É com espanto que acabamos de receber um email da Câmara Municipal de Lisboa a comunicar que irá iniciar a obra que “prevê a anulação da ciclovia unidirecional no lado norte da Avenida de Berna, em toda a sua extensão, e no lado sul, entre o Largo Azeredo Perdigão e a Avenida da República“.

Mais uma vez a Câmara Municipal de Lisboa caminha em contramão do que é necessário fazer pela qualidade de vida dos Lisboetas e de todos aqueles que entram na cidade diariamente. Contra os acordos europeus que assinou e a saúde de todos, o Executivo continua a privilegiar medidas que aumentam a poluição, tornam a cidade mais insegura e prejudicam todos sem exceção. Não por acaso, o consumo dos combustíveis fósseis atingiu o valor mais elevado de sempre e em Lisboa o tráfego no início de setembro superou em quase 50% o tráfego registado no mesmo período em 2019.

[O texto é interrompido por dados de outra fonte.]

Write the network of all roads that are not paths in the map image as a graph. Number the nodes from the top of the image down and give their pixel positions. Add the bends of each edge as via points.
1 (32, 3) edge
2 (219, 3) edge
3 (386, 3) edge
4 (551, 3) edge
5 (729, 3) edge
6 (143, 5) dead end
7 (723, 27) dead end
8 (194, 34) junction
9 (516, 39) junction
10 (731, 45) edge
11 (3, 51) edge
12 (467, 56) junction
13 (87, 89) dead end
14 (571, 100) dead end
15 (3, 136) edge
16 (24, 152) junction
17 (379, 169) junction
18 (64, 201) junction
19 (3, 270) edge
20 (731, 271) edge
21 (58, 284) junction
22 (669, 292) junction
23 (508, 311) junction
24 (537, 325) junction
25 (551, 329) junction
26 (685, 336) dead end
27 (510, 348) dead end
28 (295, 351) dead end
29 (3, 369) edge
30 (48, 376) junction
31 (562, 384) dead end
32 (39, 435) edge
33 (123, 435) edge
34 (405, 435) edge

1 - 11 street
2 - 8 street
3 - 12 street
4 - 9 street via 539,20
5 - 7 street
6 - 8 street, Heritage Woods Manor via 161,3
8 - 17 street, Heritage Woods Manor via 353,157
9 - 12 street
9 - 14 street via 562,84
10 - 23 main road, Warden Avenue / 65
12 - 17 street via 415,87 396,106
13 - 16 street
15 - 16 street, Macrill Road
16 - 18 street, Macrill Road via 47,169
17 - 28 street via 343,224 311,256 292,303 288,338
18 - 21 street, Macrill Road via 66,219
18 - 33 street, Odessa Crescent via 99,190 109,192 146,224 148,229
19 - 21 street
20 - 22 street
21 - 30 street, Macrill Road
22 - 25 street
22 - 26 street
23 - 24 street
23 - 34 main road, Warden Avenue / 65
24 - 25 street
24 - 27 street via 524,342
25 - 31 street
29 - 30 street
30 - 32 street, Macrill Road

Foto: Miguel Baptista | MUBi

Houve promessas de ouvir os Lisboetas e de tomar decisões participadas. No entanto, continuam a ser tomadas medidas sem ouvir ninguém e anunciadas poucos dias antes, com projectos que ninguém conhece e vagas promessas que ninguém sabe quando serão cumpridas. Distribuir um folheto com a frase “construção da ciclovia da Av de Berna” quando no fundo se “prevê uma anulação” de parte dela, é desonesto e fomenta a desconfiança nas instituições. Essa opção ignora uma petição com cerca de 1000 subscritores (online + papel), muito mais do que a petição contrária a pedir a reposição de lugares de estacionamento automóvel. Ignora também as mais de 600 passagens dárias, incluindo Comboios de Bicicletas que levam crianças para a escola. Para além disso, colide com as boas práticas e recomendações europeias, as quais há várias décadas aconselham a redução do estacionamento, como uma das formas mais eficazes de mitigar os impactos negativos do tráfego motorizado.

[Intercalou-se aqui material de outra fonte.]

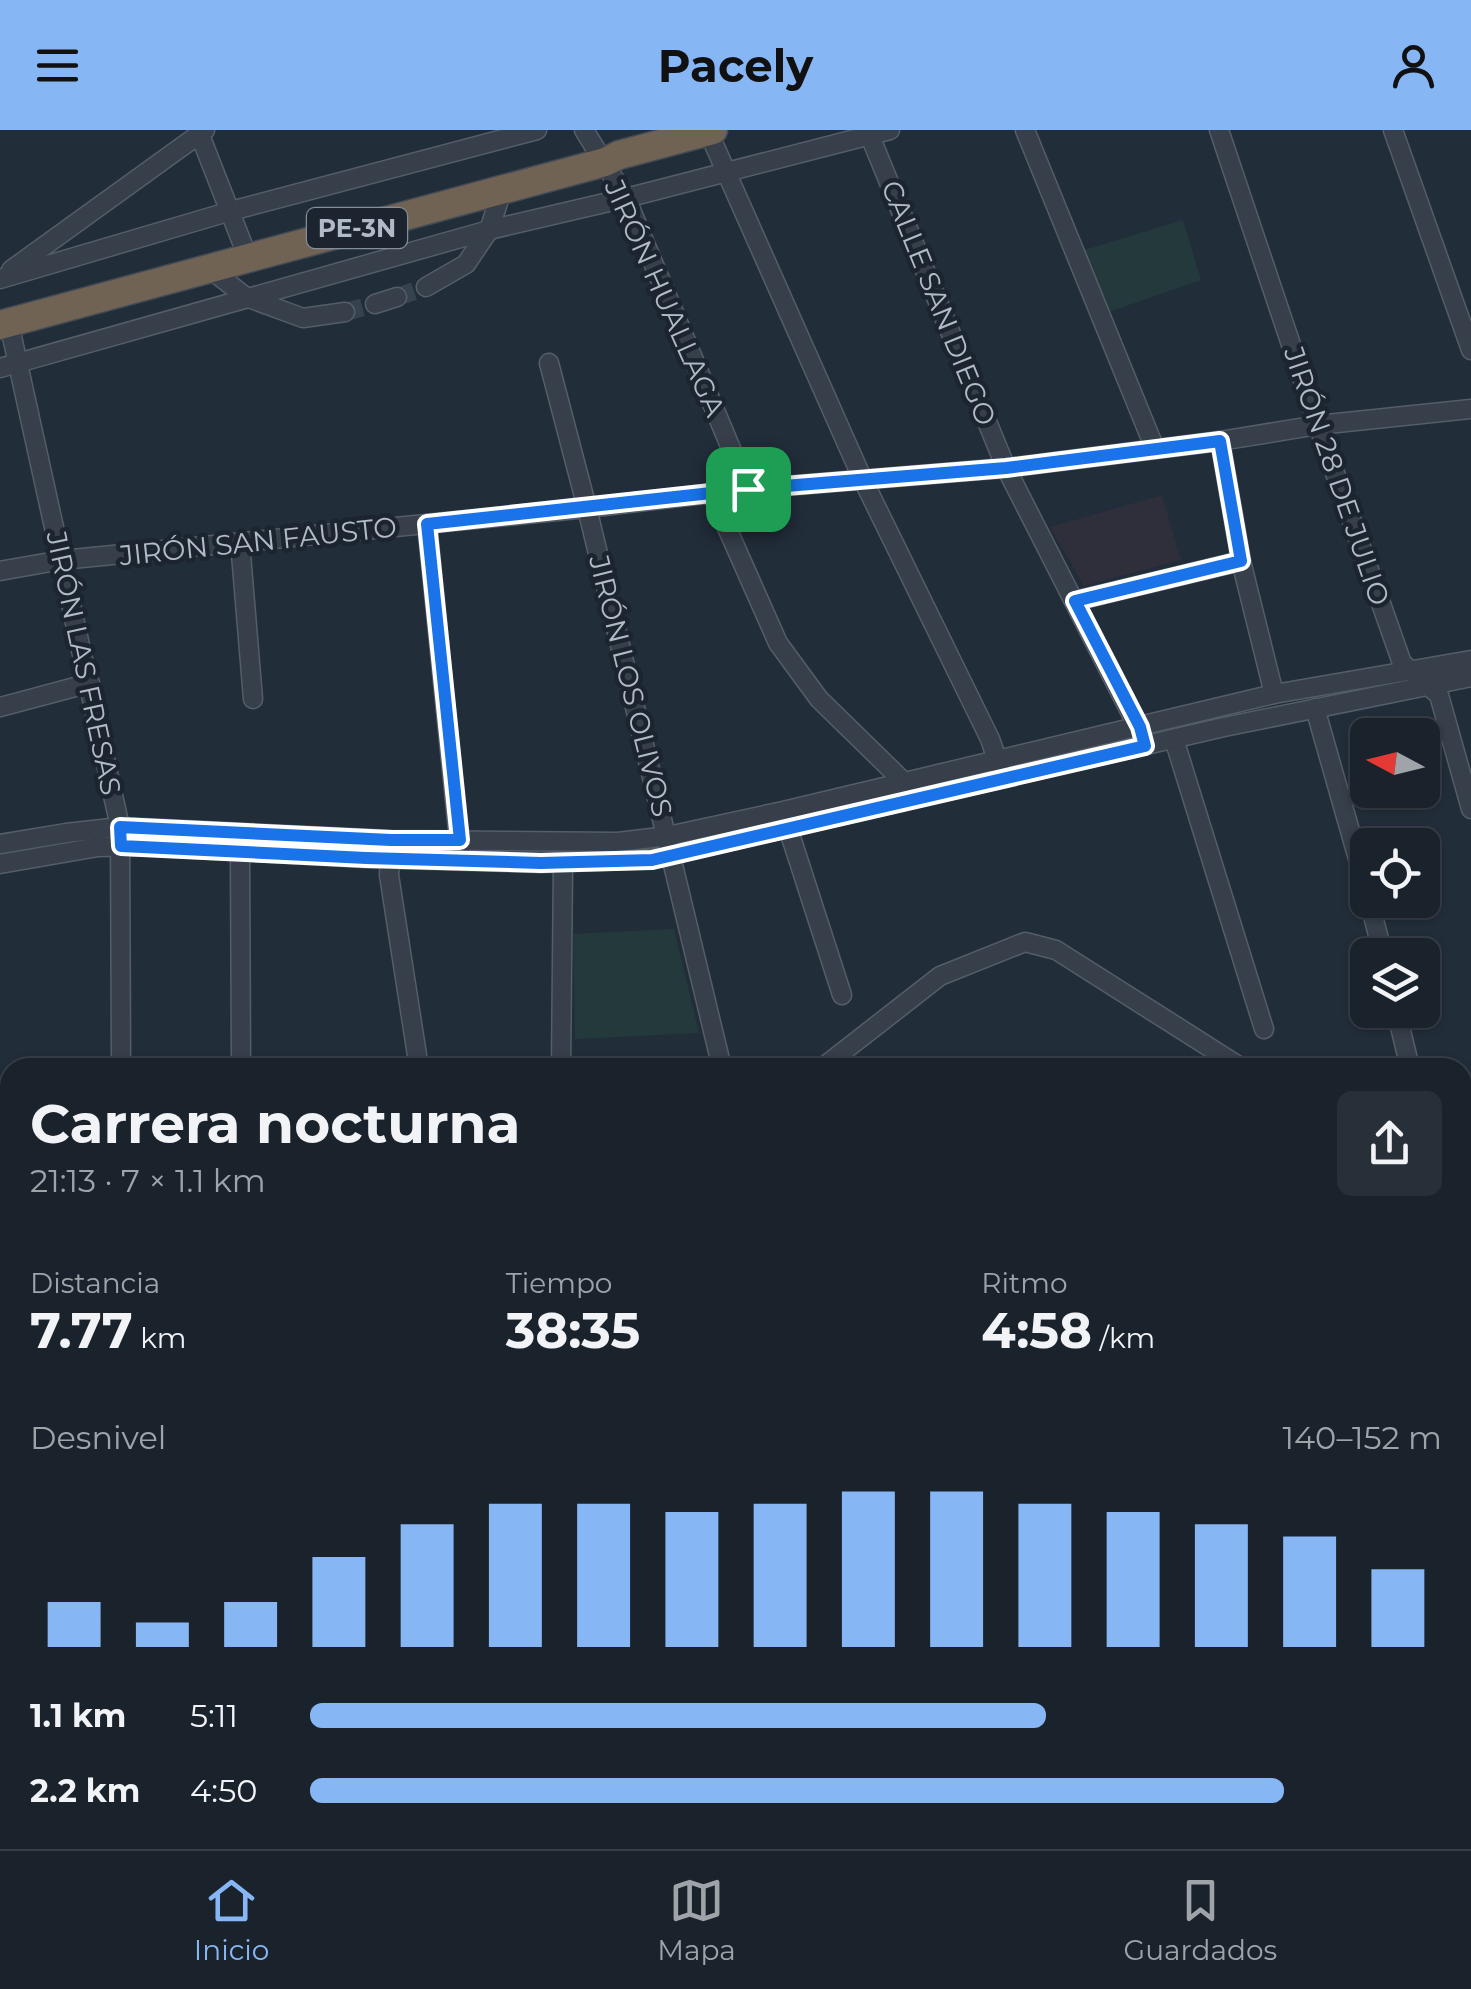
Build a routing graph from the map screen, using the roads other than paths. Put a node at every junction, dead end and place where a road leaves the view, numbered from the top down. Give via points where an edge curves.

Lisboa continua a navegar à vista no que diz respeito ao planeamento da mobilidade. A tomar decisões que contradizem os discursos e promessas, sem qualquer sentido de estratégia nem ideia para o futuro (ver por exemplo a decisão desastrosa do restabelecimento da Av da Liberdade). A péssima qualidade do ar e o ruído infernal continuam a tomar conta da cidade, e em particular da Avenida de Berna, ultrapassando quase sempre os indicadores que a Organização Mundial de Saúde (OMS) estipula como aceitáveis para a saúde humana. Com tendência a agravar quando a CML continua a aumentar o espaço dedicado ao automóvel na cidade e a ignorar a generalização da velocidade de 30km/h, decidida em Assembleia Municipal e recomendada pela OMS.

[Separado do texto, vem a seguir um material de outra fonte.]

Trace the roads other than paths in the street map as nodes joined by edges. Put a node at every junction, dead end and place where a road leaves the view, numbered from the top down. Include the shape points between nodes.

Como afirma a petição, a Av. de Berna, tal como está, precisa urgentemente de ser repensada — é um esgoto de tráfego a céu aberto ao lado de áreas residenciais e de equipamentos de educação e culturais extremamente importantes para a cidade. Faltam-lhe árvores, os passeios não são dignos de uma avenida com estas funções e a ciclovia actual precisa claramente de ser melhorada – não é aceitável que o desenho desta a leve a invadir  constantemente os passeios e é potencialmente perigosa nas intersecções. 

Tudo isto justifica a requalificação da Av. de Berna, não a eliminação de um troço de ciclovia que liga uma importante Universidade à rede de ciclovias da Cidade, criando-se uma ruptura na rede numa das poucas zonas de Lisboa onde esta é já contínua. Mais concretamente, desconecta-se a ciclovia da Av. da República (e todas a que esta se interliga) da rede ciclável recentemente construída na Praça de Espanha, a qual por sua vez se prolonga pela Av. dos Combatentes, pela Rua Prof. Lima Bastos até Sete Rios e pela Rua Dr. Nicolau de Bettencourt (lateral à Gulbenkian). Em suma, rompe-se com a Rede Ciclável de Hierarquia Principal da Cidade, numa área com enorme apetência para o uso da bicicleta, repleta de hospitais, universidades, bibliotecas, museus e interfaces de transportes e onde o sistema de bicicletas GIRA está bem sedimentado.

A eliminação da ciclovia não se traduz na melhoria das condições dadas aos peões, nem na melhoria dos transportes públicos, servindo unicamente para aumentar o número de lugares de estacionamento automóvel numa zona que já tem ampla oferta. 

A redução dos atropelamentos, da poluição e do ruído, a melhoria da qualidade de vida dos Lisboetas e a esperança num planeta viável implica requalificar a Av. de Berna para as pessoas.

O futuro passa por melhorar o que está feito, não por recuar.